24年11月の国産トウモロコシ価格、貯蔵計画の拡大などでやや上昇
中国農業農村部は2024年12月20日、「農産物需給動向分析月報(2024年11月)」を公表した。この中で、24年11月の国産トウモロコシ価格は前月からやや上昇した(図1)。同月のトウモロコシ需給を見ると、供給面では新穀のトウモロコシが市場に集中し、全体的な供給量は十分とされる。需要面では、潤沢な市場供給を背景に飼料企業などは過度な在庫を抱えず、必要量のみを都度購入している状況とされる。このような中で、中国最大の穀物・食品企業である中糧集団有限公司(COFCO)による継続したトウモロコシ貯蔵計画の拡大は、同価格の維持に寄与しているとされている。今後、春節(旧正月)前の需要期を迎えることから、当面の国産トウモロコシ価格はわずかな変動幅での推移が見込まれている。
輸入トウモロコシ価格を見ると、養豚主産地の中国南部向け飼料原料集積地となる広東省黄埔港到着(関税割当数量内:1%の関税+25%の追加関税)は、24年11月が1キログラム当たり2.16元(47円:1元=21.97円(注)、前月同)となった。また、同月の国産トウモロコシ価格(東北部産の同港到着価格)が同2.28元(50円、前月比3.6%高)とやや上昇したことで、輸入と国産の価格差は前月の同0.04元(1円)から同0.12元(3円)に拡大した。
24年11月の国産大豆価格、前月からかなりの程度下落
2024年11月の国産大豆価格は、前月からかなりの程度下落した(図2)。

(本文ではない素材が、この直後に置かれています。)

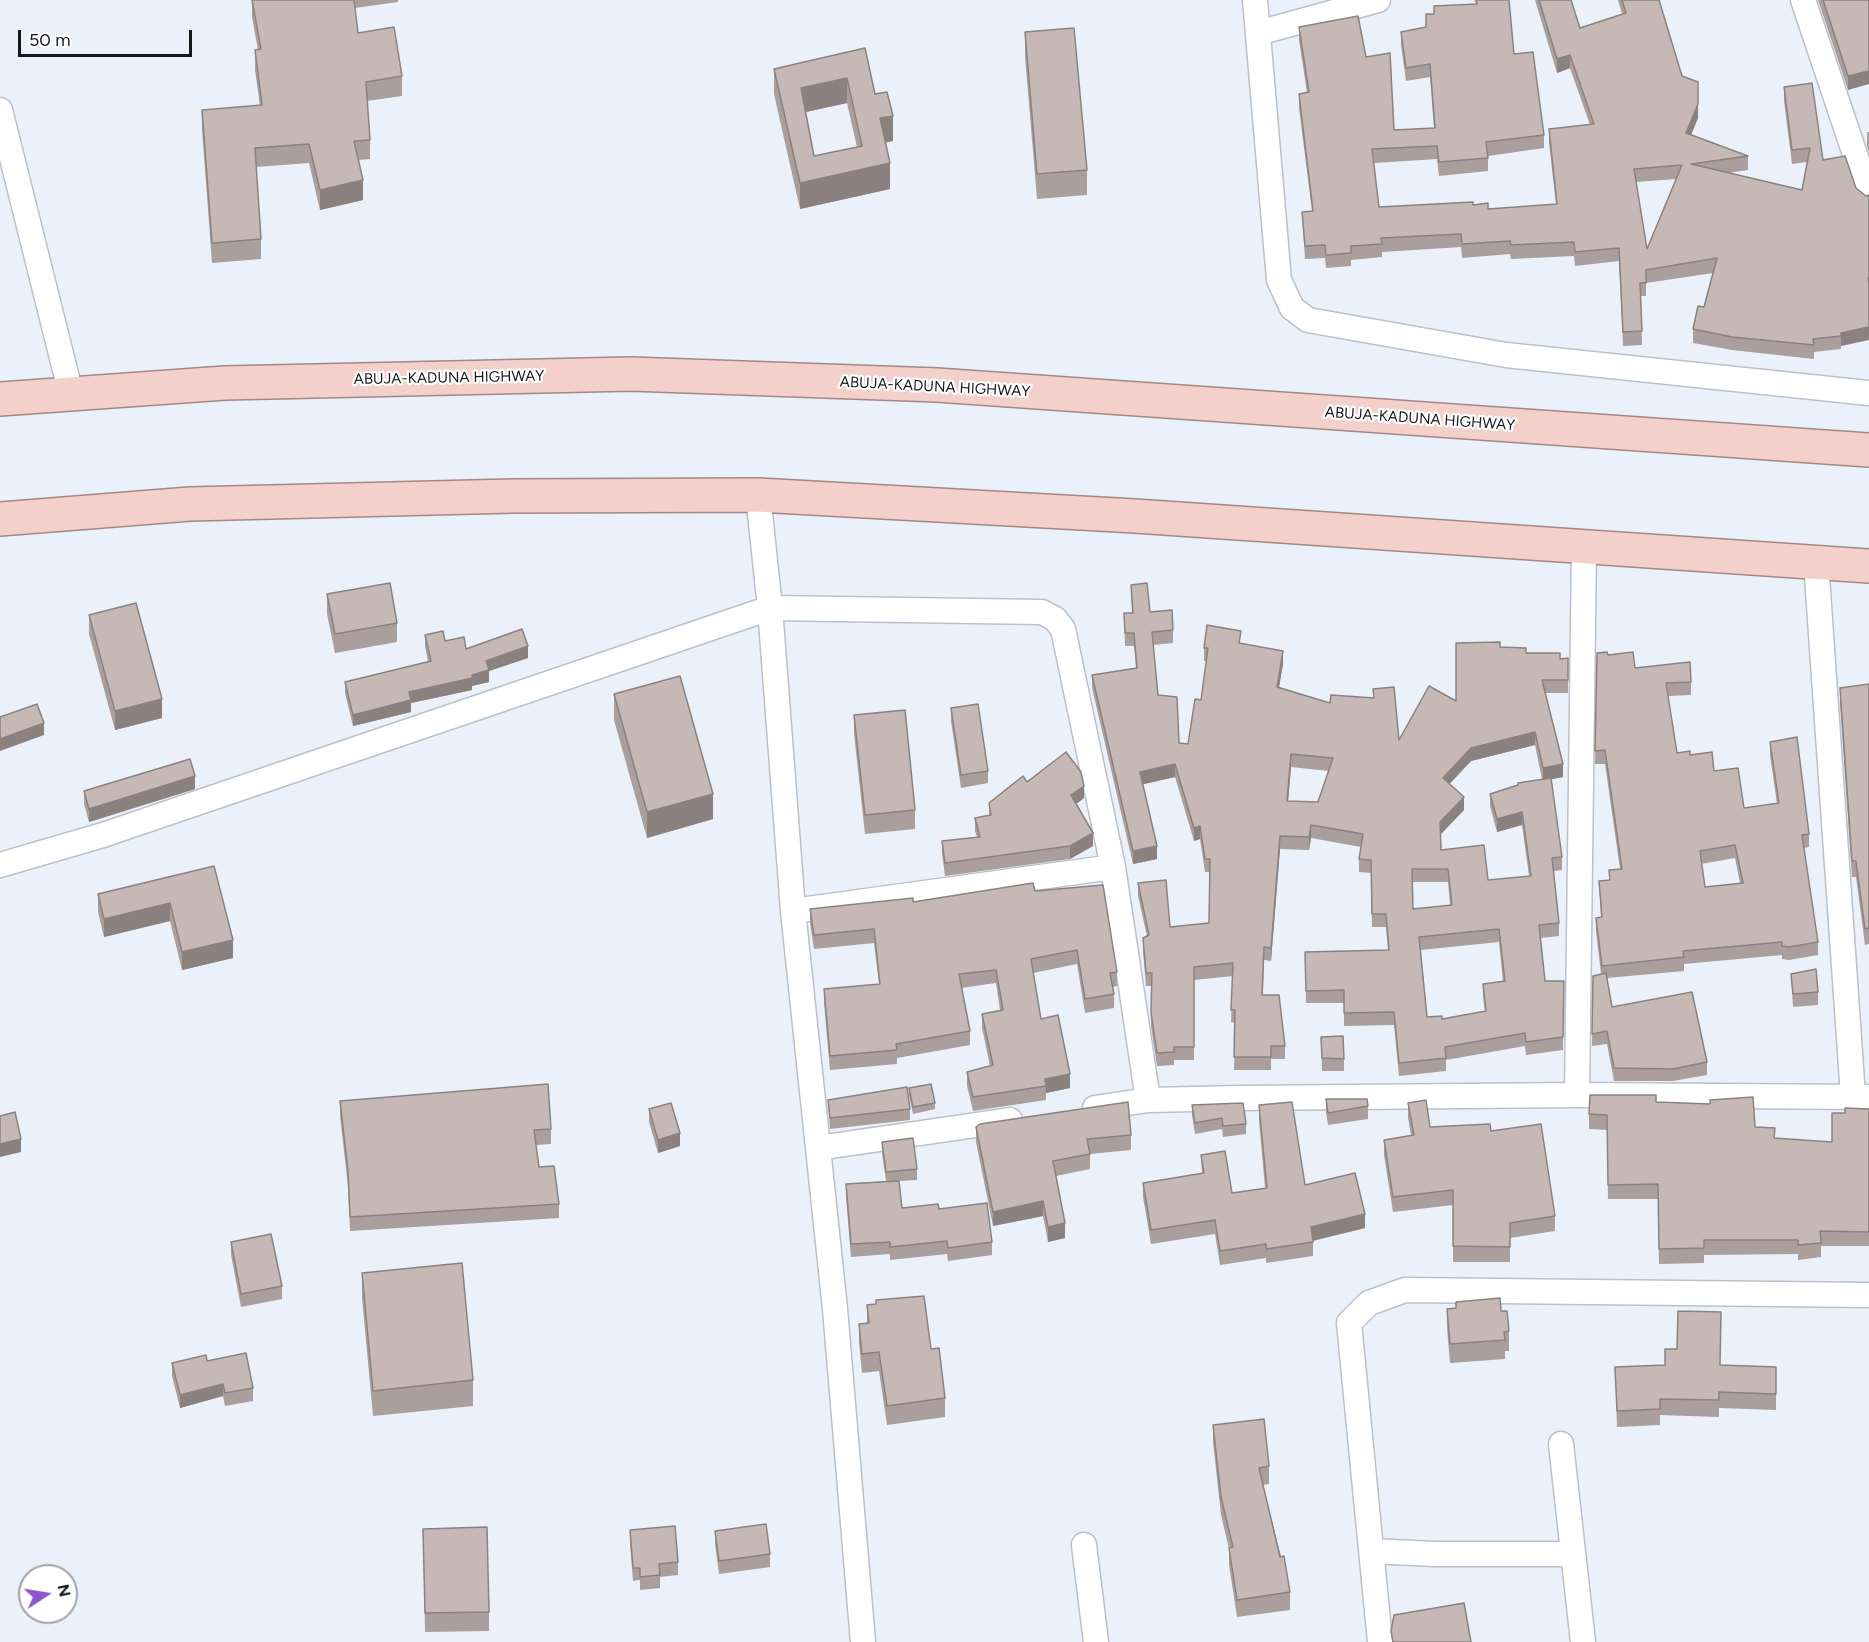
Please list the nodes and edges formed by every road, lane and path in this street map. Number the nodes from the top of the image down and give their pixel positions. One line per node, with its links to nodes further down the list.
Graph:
1 (1255, 0): 4 (street)
2 (1378, 0): 4 (street)
3 (1803, 0): 7 (street)
4 (1258, 33): 8 (street)
5 (0, 110): 6 (street)
6 (4, 140): 9 (street)
7 (1869, 196)
8 (1869, 393)
9 (71, 394): 10 (highway, ABUJA-KADUNA HIGHWAY); 11 (highway, ABUJA-KADUNA HIGHWAY)
10 (0, 399)
11 (1869, 450)
12 (758, 495): 13 (highway); 14 (highway); 17 (street)
13 (0, 519)
14 (1584, 546): 15 (highway); 21 (street)
15 (1816, 562): 16 (highway); 22 (street)
16 (1869, 566)
17 (770, 608): 18 (street); 19 (street); 20 (street)
18 (0, 865)
19 (1113, 867): 20 (street); 23 (street)
20 (793, 911): 26 (street)
21 (1577, 1095): 22 (street); 23 (street)
22 (1861, 1096)
23 (1148, 1100): 24 (street)
24 (1077, 1110)
25 (1030, 1117): 26 (street)
26 (818, 1148): 32 (street)
27 (1869, 1295): 30 (street)
28 (1561, 1444): 31 (street)
29 (1084, 1545): 33 (street)
30 (1371, 1551): 31 (street); 34 (street)
31 (1573, 1554): 35 (street)
32 (863, 1642)
33 (1096, 1642)
34 (1380, 1642)
35 (1583, 1642)

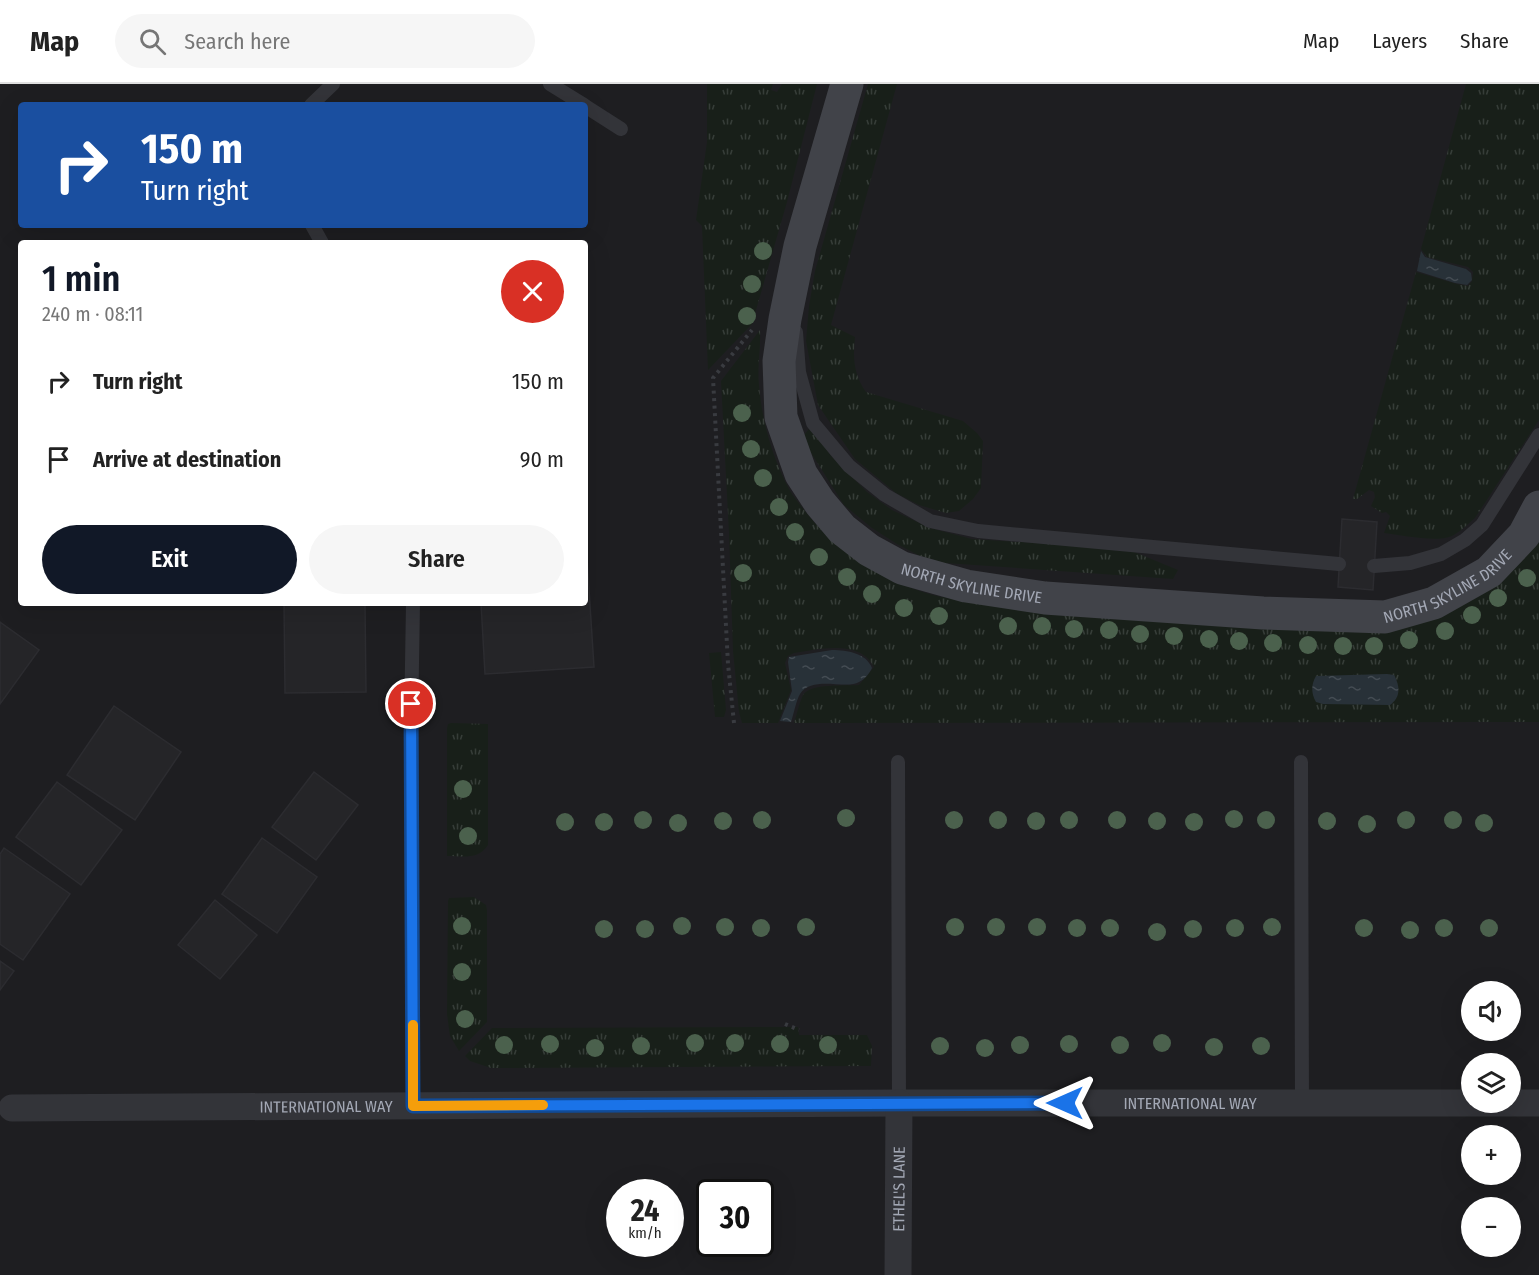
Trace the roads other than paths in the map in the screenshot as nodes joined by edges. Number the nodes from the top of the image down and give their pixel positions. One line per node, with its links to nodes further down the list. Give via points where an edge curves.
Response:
1 (333, 84): 4 (lane)
2 (550, 84): 5 (lane)
3 (847, 84): 8 (main road, NORTH SKYLINE DRIVE)
4 (314, 102)
5 (579, 102)
6 (588, 108): 7 (lane)
7 (621, 129)
8 (800, 246): 10 (main road, NORTH SKYLINE DRIVE, via 779,361 781,417 801,474 820,503 842,529 902,568 966,586 1045,598 1385,617 1434,603 1489,572 1524,535); 11 (lane, via 795,322 799,372 813,423 849,466 885,495 930,521 978,531)
9 (1539, 435): 12 (lane, via 1482,525 1465,540 1441,554 1410,563)
10 (1539, 507)
11 (1339, 564)
12 (1374, 566)
13 (413, 606): 19 (lane)
14 (898, 762): 16 (lane)
15 (1301, 762): 17 (lane)
16 (899, 1103): 17 (street, INTERNATIONAL WAY); 19 (street, INTERNATIONAL WAY); 21 (street, ETHEL'S LANE)
17 (1302, 1103): 18 (street, INTERNATIONAL WAY)
18 (1539, 1103)
19 (413, 1106): 20 (street, INTERNATIONAL WAY)
20 (6, 1109)
21 (898, 1275)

同月の大豆需給を見ると、供給面では新穀の大豆が出荷される中で、旧穀の備蓄大豆の放出も行われており、全体的な供給量は十分とされる。需要面では、冬場の気温低下により大豆および大豆製品を扱う企業からの引き合いが強まっている。また、冬場の悪天候による流通停滞の影響を危惧した企業による在庫確保の動きや、COFCOによる継続した備蓄用大豆の買い入れは、同価格を下支えしているとされている。このため、当面の国産大豆価格は安定的な推移が見込まれている。
各地の価格動向を見ると、主産地である黒竜江省の食用向け国産大豆平均取引価格は、24年11月が1キログラム当たり3.84元(84円、前年同月比21.8%安)と前年同月を大幅に下回った。また、大豆の国内指標価格の一つとなる山東省の国産大豆価格は、同4.30元(94円、同20.3%安)と前年同月を大幅に下回った。同月の輸入大豆価格(山東省青島港引き渡し価格、課税後)が同3.84元(84円)となったことで、輸入と国産の価格差は前月の同0.56元(12円)から同0.46元(10円)に縮小した。
国際相場に影響する大豆の輸入量は、前年に比べて高い水準にある。24年(1〜10月)の輸入量は8994万トン(前年同期比11.2%増)とかなり大きく増加した。輸入額は穀物価格の下落を受けて同7.0%減の455億9400万米ドル(7兆2577億円:1米ドル=159.18円(注))と報告されている。主な輸入先はブラジル(総輸入量の75.4%)、米国(同16.8%)、アルゼンチン(同4.0%)である。
(注)三菱UFJリサーチ&コンサルティング株式会社「月末・月中平均の為替相場」の2024年12月末TTS相場。
24/25年度のトウモロコシ生産は過去最高を更新、大豆はわずかに減産
中国農業農村部は2024年12月10日、最新の「中国農産物需給状況分析」を公表した。この中で、24/25年度(10月〜翌9月)のトウモロコシ生産量は、前月から317万トン下方修正の2億9384万トン(前年度比1.7%増)と見込まれている(表1)。これは、1ヘクタール当たりの単収が前月から下方修正されたことが影響した。輸入量および消費量は前月から据え置かれたことで、同年度のトウモロコシの過不足は719万トンの余剰(同58.3%減)と見込まれている。
同年度の大豆生産量は、前月から11万トン上方修正の2065万トン(同0.9%減)と見込まれている(表2)。今回の公表では、1ヘクタール当たりの単収が前月から下方修正される一方、作付面積および収穫面積が上方修正されたことで、単収の減少分を補う形となった。輸入量および消費量は前月から据え置かれたことで、同年度の大豆の過不足は51万トンの余剰(同91.6%減)と見込まれている。
同年度は、前年度に続き中央政府が大豆の増産方針を打ち出していたこともあり、主産地での収穫が終了して生産量がほぼ確定する今回の公表が注目されていた。結果として、下落基調で推移した大豆価格を反映してトウモロコシ作付面積が増加したことで、同生産量は過去最高を更新し、大豆は作付面積の減少などから前年度をわずかに下回ると見込まれている。